Tuesday, September 29, 2009

Ralph Ellison’s Invisible Man



Slipping into Darkness:


Ralph Ellison’s Invisible Man and Beyond




Originally Published on About.com’s Classic Literature Page





There are many great writers whose reputations rest on one superlative masterpiece, whether they’ve written several works or whether they’ve produced just one unforgettable and unavoidable magnum opus. Because it’s the only book that he was able to spend any serious time on, The Great Gatsby puts F. Scott Fitzgerald in the former category, which makes readers and critics wonder what else he’d have been capable of had he not led such a chaotic life. Then there are the writers who pour everything they have into one perfect life-work and then for some reason never publish another word of fiction. A prime example of this second category of writers is Harper Lee, whose To Kill a Mockingbird is certainly a novel whose tremendous worth at once begs for further literary contributions and merits the author a well-deserved (if not particularly satisfying) retirement after changing the lives of so many readers. Perhaps more fascinating, however, is the example of Ralph Ellison and his only completed novel, Invisible Man, because unlike Lee, Ellison was a vital and vocal member of the world literary scene both before and after his one great book changed the literary landscape in 1952.

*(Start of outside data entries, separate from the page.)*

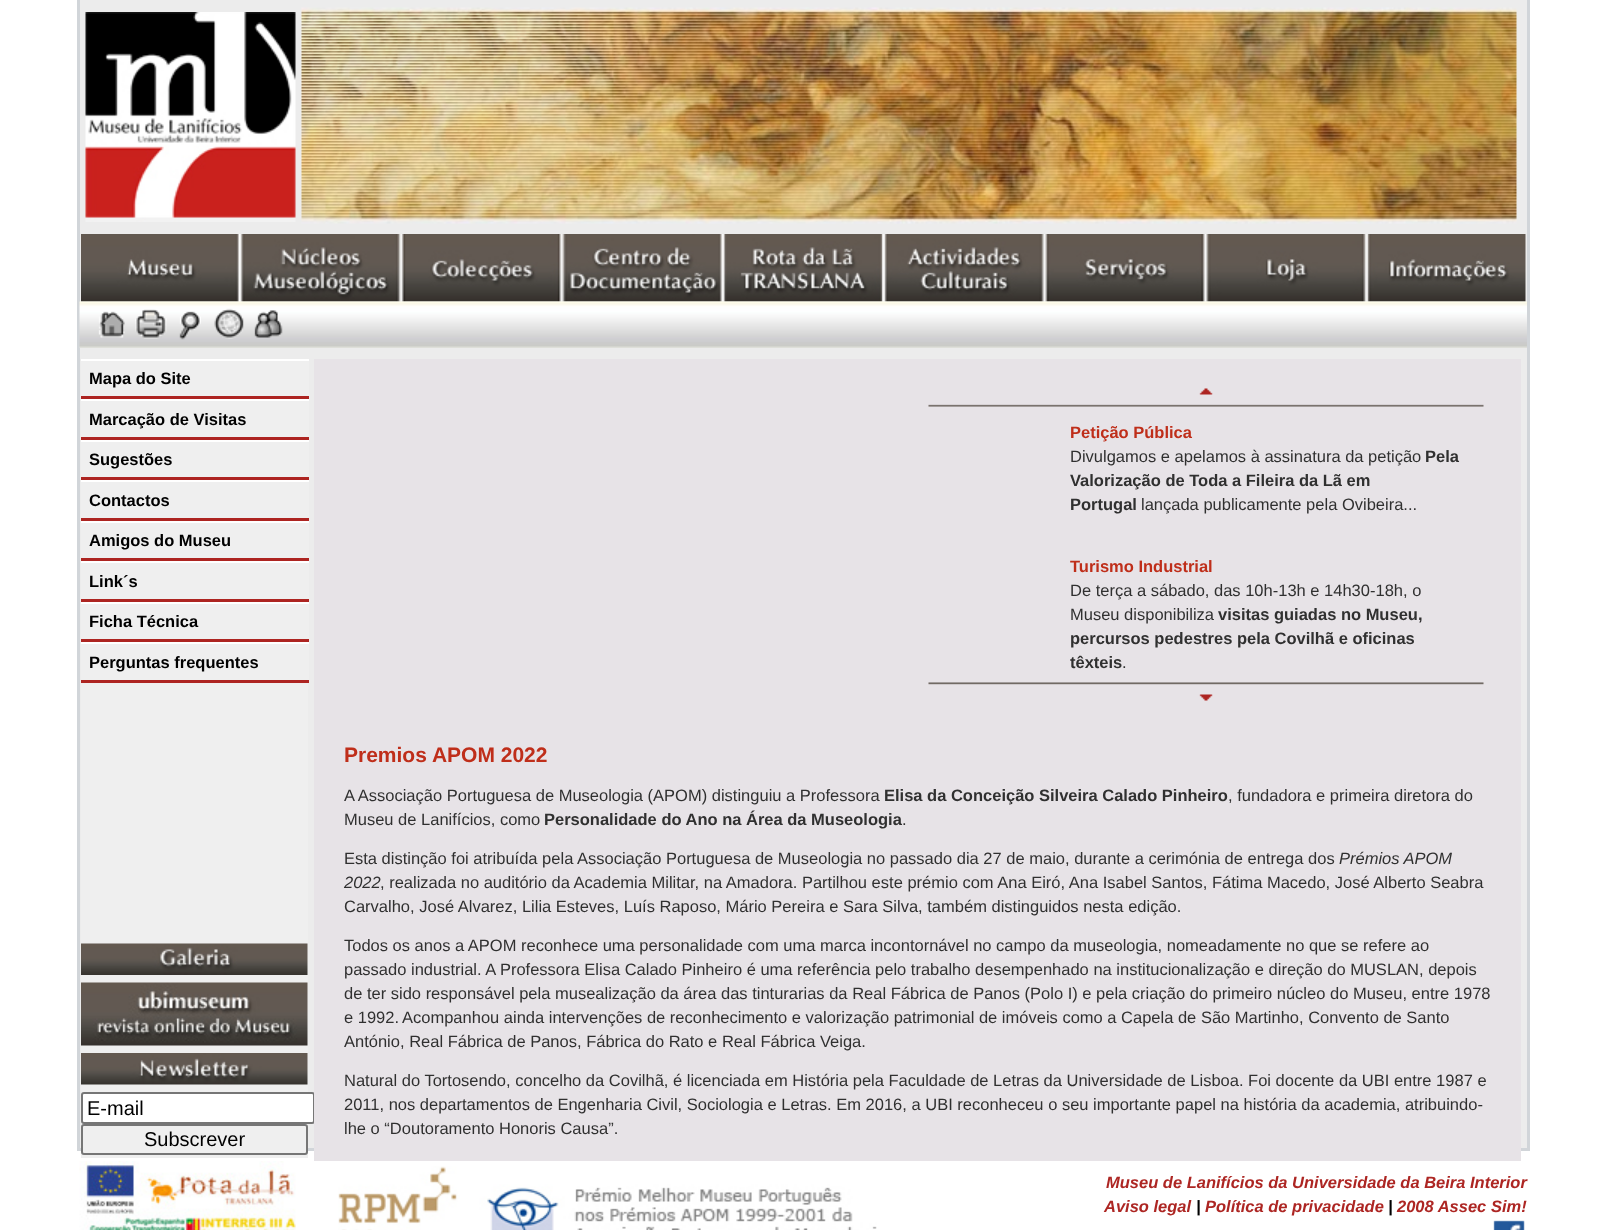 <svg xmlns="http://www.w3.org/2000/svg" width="1606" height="1230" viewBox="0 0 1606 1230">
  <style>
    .t1 { font: bold 16.5px Liberation Sans; fill: #000; }
    .t2 { font: 20px Liberation Sans; fill: #000; }
    .t3 { font: bold 16.5px Liberation Sans; fill: #bf2e1a; }
    .t4 { font: 16.5px Liberation Sans; fill: #303030; }
    .t5 { font: bold 16.5px Liberation Sans; fill: #303030; }
    .t6 { font: bold 21px Liberation Sans; fill: #bf2e1a; }
    .t7 { font: italic 16.5px Liberation Sans; fill: #303030; }
    .t8 { font: italic bold 16.5px Liberation Sans; fill: #ad2623; }
    .t9 { font: italic bold 16.5px Liberation Sans; fill: #000; }
  </style>
  <rect width="100%" height="100%" fill="#fff"/>
  <rect x="78.5" y="-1.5" width="1450" height="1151" fill="#ececec" stroke="#d1d5d9" stroke-width="3"/>
  <image x="85" y="12" width="211" height="210" href="images/1.png"/>
  <image x="301" y="7" width="1216" height="217" href="images/2.png"/>
  <image x="81" y="234" width="1445" height="68" href="images/3.png"/>
  <image x="79" y="301" width="1448" height="47" href="images/4.png"/>
  <image x="98" y="311" width="27" height="27" href="images/5.png"/>
  <image x="135" y="309" width="32" height="30" href="images/6.png"/>
  <image x="179" y="311" width="22" height="29" href="images/7.png"/>
  <image x="214" y="308" width="30" height="31" href="images/8.png"/>
  <image x="254" y="310" width="29" height="28" href="images/9.png"/>
  <rect x="81" y="683" width="227" height="475" fill="#efefef"/>
  <rect x="81" y="361" width="228" height="35" fill="#efefef"/>
  <rect x="81" y="359" width="228" height="2" fill="#fff"/>
  <rect x="81" y="396" width="228" height="3" fill="#ad2421"/>
  <text x="89" y="384" class="t1">Mapa do Site</text>
  <rect x="81" y="401" width="228" height="36" fill="#efefef"/>
  <rect x="81" y="399" width="228" height="2" fill="#fff"/>
  <rect x="81" y="437" width="228" height="3" fill="#ad2421"/>
  <text x="89" y="425" class="t1">Marcação de Visitas</text>
  <rect x="81" y="442" width="228" height="35" fill="#efefef"/>
  <rect x="81" y="440" width="228" height="2" fill="#fff"/>
  <rect x="81" y="477" width="228" height="3" fill="#ad2421"/>
  <text x="89" y="465" class="t1">Sugestões</text>
  <rect x="81" y="482" width="228" height="36" fill="#efefef"/>
  <rect x="81" y="480" width="228" height="2" fill="#fff"/>
  <rect x="81" y="518" width="228" height="3" fill="#ad2421"/>
  <text x="89" y="506" class="t1">Contactos</text>
  <rect x="81" y="523" width="228" height="35" fill="#efefef"/>
  <rect x="81" y="521" width="228" height="2" fill="#fff"/>
  <rect x="81" y="558" width="228" height="3" fill="#ad2421"/>
  <text x="89" y="546" class="t1">Amigos do Museu</text>
  <rect x="81" y="563" width="228" height="36" fill="#efefef"/>
  <rect x="81" y="561" width="228" height="2" fill="#fff"/>
  <rect x="81" y="599" width="228" height="3" fill="#ad2421"/>
  <text x="89" y="587" class="t1">Link´s</text>
  <rect x="81" y="604" width="228" height="35" fill="#efefef"/>
  <rect x="81" y="602" width="228" height="2" fill="#fff"/>
  <rect x="81" y="639" width="228" height="3" fill="#ad2421"/>
  <text x="89" y="627" class="t1">Ficha Técnica</text>
  <rect x="81" y="644" width="228" height="36" fill="#efefef"/>
  <rect x="81" y="642" width="228" height="2" fill="#fff"/>
  <rect x="81" y="680" width="228" height="3" fill="#ad2421"/>
  <text x="89" y="668" class="t1">Perguntas frequentes</text>
  <image x="81" y="943" width="227" height="32" href="images/10.png"/>
  <image x="81" y="982" width="227" height="64" href="images/11.png"/>
  <image x="81" y="1053" width="227" height="32" href="images/12.png"/>
  <rect x="82" y="1093" width="232" height="30" rx="2" fill="#fff" stroke="#767676" stroke-width="2"/>
  <text x="87" y="1115" class="t2">E-mail</text>
  <rect x="82" y="1125" width="225" height="29" rx="2" fill="none" stroke="#767676" stroke-width="2"/>
  <text x="144" y="1146" class="t2">Subscrever</text>
  <rect x="314" y="359" width="1207" height="802" fill="#e7e3e7"/>
  <image x="928" y="388" width="556" height="19" href="images/13.png"/>
  <text x="1070" y="438" class="t3">Petição Pública</text>
  <text x="1070" y="462" class="t4">Divulgamos e apelamos à assinatura da petição</text>
  <text x="1425" y="462" class="t5">Pela</text>
  <text x="1070" y="486" class="t5">Valorização de Toda a Fileira da Lã em</text>
  <text x="1070" y="510" class="t5">Portugal</text>
  <text x="1141" y="510" class="t4">lançada publicamente pela Ovibeira...</text>
  <text x="1070" y="572" class="t3">Turismo Industrial</text>
  <text x="1070" y="596" class="t4">De terça a sábado, das 10h-13h e 14h30-18h, o</text>
  <text x="1070" y="620" class="t4">Museu disponibiliza</text>
  <text x="1218" y="620" class="t5">visitas guiadas no Museu,</text>
  <text x="1070" y="644" class="t5">percursos pedestres pela Covilhã e oficinas</text>
  <text x="1070" y="668" class="t5">têxteis</text>
  <text x="1122" y="668" class="t4">.</text>
  <image x="928" y="682" width="556" height="19" href="images/14.png"/>
  <text x="344" y="762" class="t6">Premios APOM 2022</text>
  <text x="344" y="801" class="t4">A Associação Portuguesa de Museologia (APOM) distinguiu a Professora</text>
  <text x="884" y="801" class="t5">Elisa da Conceição Silveira Calado Pinheiro</text>
  <text x="1228" y="801" class="t4">, fundadora e primeira diretora do</text>
  <text x="344" y="825" class="t4">Museu de Lanifícios, como</text>
  <text x="544" y="825" class="t5">Personalidade do Ano na Área da Museologia</text>
  <text x="902" y="825" class="t4">.</text>
  <text x="344" y="864" class="t4">Esta distinção foi atribuída pela Associação Portuguesa de Museologia no passado dia 27 de maio, durante a cerimónia de entrega dos</text>
  <text x="1339" y="864" class="t7">Prémios APOM</text>
  <text x="344" y="888" class="t7">2022</text>
  <text x="380" y="888" class="t4">, realizada no auditório da Academia Militar, na Amadora. Partilhou este prémio com Ana Eiró, Ana Isabel Santos, Fátima Macedo, José Alberto Seabra</text>
  <text x="344" y="912" class="t4">Carvalho, José Alvarez, Lilia Esteves, Luís Raposo, Mário Pereira e Sara Silva, também distinguidos nesta edição.</text>
  <text x="344" y="951" class="t4">Todos os anos a APOM reconhece uma personalidade com uma marca incontornável no campo da museologia, nomeadamente no que se refere ao</text>
  <text x="344" y="975" class="t4">passado industrial. A Professora Elisa Calado Pinheiro é uma referência pelo trabalho desempenhado na institucionalização e direção do MUSLAN, depois</text>
  <text x="344" y="999" class="t4">de ter sido responsável pela musealização da área das tinturarias da Real Fábrica de Panos (Polo I) e pela criação do primeiro núcleo do Museu, entre 1978</text>
  <text x="344" y="1023" class="t4">e 1992.</text>
  <text x="402" y="1023" class="t4">Acompanhou ainda intervenções de reconhecimento e valorização patrimonial de imóveis como a Capela de São Martinho, Convento de Santo</text>
  <text x="344" y="1047" class="t4">António, Real Fábrica de Panos, Fábrica do Rato e Real Fábrica Veiga.</text>
  <text x="344" y="1086" class="t4">Natural do Tortosendo, concelho da Covilhã, é licenciada em História pela Faculdade de Letras da Universidade de Lisboa. Foi docente da UBI entre 1987 e</text>
  <text x="344" y="1110" class="t4">2011, nos departamentos de Engenharia Civil, Sociologia e Letras. Em 2016, a UBI reconheceu o seu importante papel na história da academia, atribuindo-</text>
  <text x="344" y="1134" class="t4">lhe o “Doutoramento Honoris Causa”.</text>
  <image x="79" y="1161" width="217" height="69" href="images/15.png"/>
  <image x="338" y="1166" width="539" height="64" href="images/16.png"/>
  <text x="1106" y="1188" class="t8">Museu de Lanifícios da Universidade da Beira Interior</text>
  <text x="1104" y="1212" class="t8">Aviso legal</text>
  <text x="1196" y="1212" class="t9">|</text>
  <text x="1205" y="1212" class="t8">Política de privacidade</text>
  <text x="1388" y="1212" class="t9">|</text>
  <text x="1397" y="1212" class="t8">2008 Assec Sim!</text>
  <image x="1493" y="1220" width="32" height="10" href="images/17.png"/>
</svg>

Ellison in fact published two other books in his lifetime—Shadow and Act and Going to the Territory—but they were collections of essays, and even though he was a major critical voice, readers were still eagerly waiting for a second novel when Ellison died in 1994. The main reason for Ellison’s inability to finish another novel was probably his own self-proclaimed dissatisfaction with the imperfection of his writing—even with the National Book Award-winning Invisible Man. Soon after his death, Ellison’s literary executor, John F. Callahan, collected and published Flying Home and Other Stories, and then in 1999, manuscripts found in Ellison’s home provided the material for Juneteenth, an unfinished novel that the same literary executor edited down from more than 2,000 pages, written over a period of forty years, to less than 400 pages.

Ellison’s original passion and training were for music, but he also loved literature, and when he was in college at the Tuskegee Institute he fell under the spell of literary Modernism, which eventually led to him writing his one dazzling, challenging, disturbing, and extraordinary novel. While the events of Invisible Man are rooted in very serious modern social events, Ellison himself stated that its main importance as a work was in its style and experimental nature. Ellison never abandoned music, and Invisible Man attains to the perfection of form that’s almost solely available to sonic composers.

The novel begins with the unnamed narrator describing his self-exiled habitat: a forgotten basement annex in a whites-only apartment building where he lives for free and where he’s secretly wired and illuminated a blinding 1,369 light bulbs. The narrator then flashes back to describe his young life in the American south, where after being named valedictorian of his high school class he was invited to re-deliver his valedictory speech before a group of influential white men. This leads to the novel’s infamous “Battle Royal” scene, where the narrator and several other young black men are forced to fight blindfolded while the white men watch with savage delight. I’ve met many fellow readers who have been too horrified by this episode to continue reading the novel, but this astounding overture leads into a symphonically staggering work that no serious modern reader will want to miss, whether for content or style.

Ellison cited T.S. Eliot’s The Waste Land as a major influence, but it’s more likely that Invisible Man’s labyrinth of seemingly picaresque but in fact highly controlled progressions are more inspired by James Joyce’s Ulysses. While Ulysses echoed and parodied the form and music of Homer’s Odyssey, Invisible Man resounds with the forms and resonances of music itself. In a rapidly evolving literary scene, which soon introduced the endlessly innovative works of William Gaddis and Thomas Pynchon, this obsession with form and pitch-perfection clearly kept Ellison in constant revision and never again allowed him to achieve such an accomplished and sustained totality/tonality in his writing.

The Modern Library plans to publish all the manuscripts for Juneteenth in 2010 in a massive volume tentatively entitled Three Days Before the Shooting. Perhaps this publication will reveal Ellison’s last work to be his true masterpiece: a towering Virgilian epic crossed with a sprawlingly unresolved and unresolvable Kafka novel. Perhaps this work will be the next step in Modernism and Postmodernism and will open up a goldmine for readers, critics, and anyone concerned with how the mind constantly attempts to shape our world into some kind of form. Or perhaps it will simply show us a brilliant writer attempting to bring more of his struggling mind’s invisible darkness into view. In the meantime, we still, and will always, have Invisible Man to flood our darkest annexes with music and light.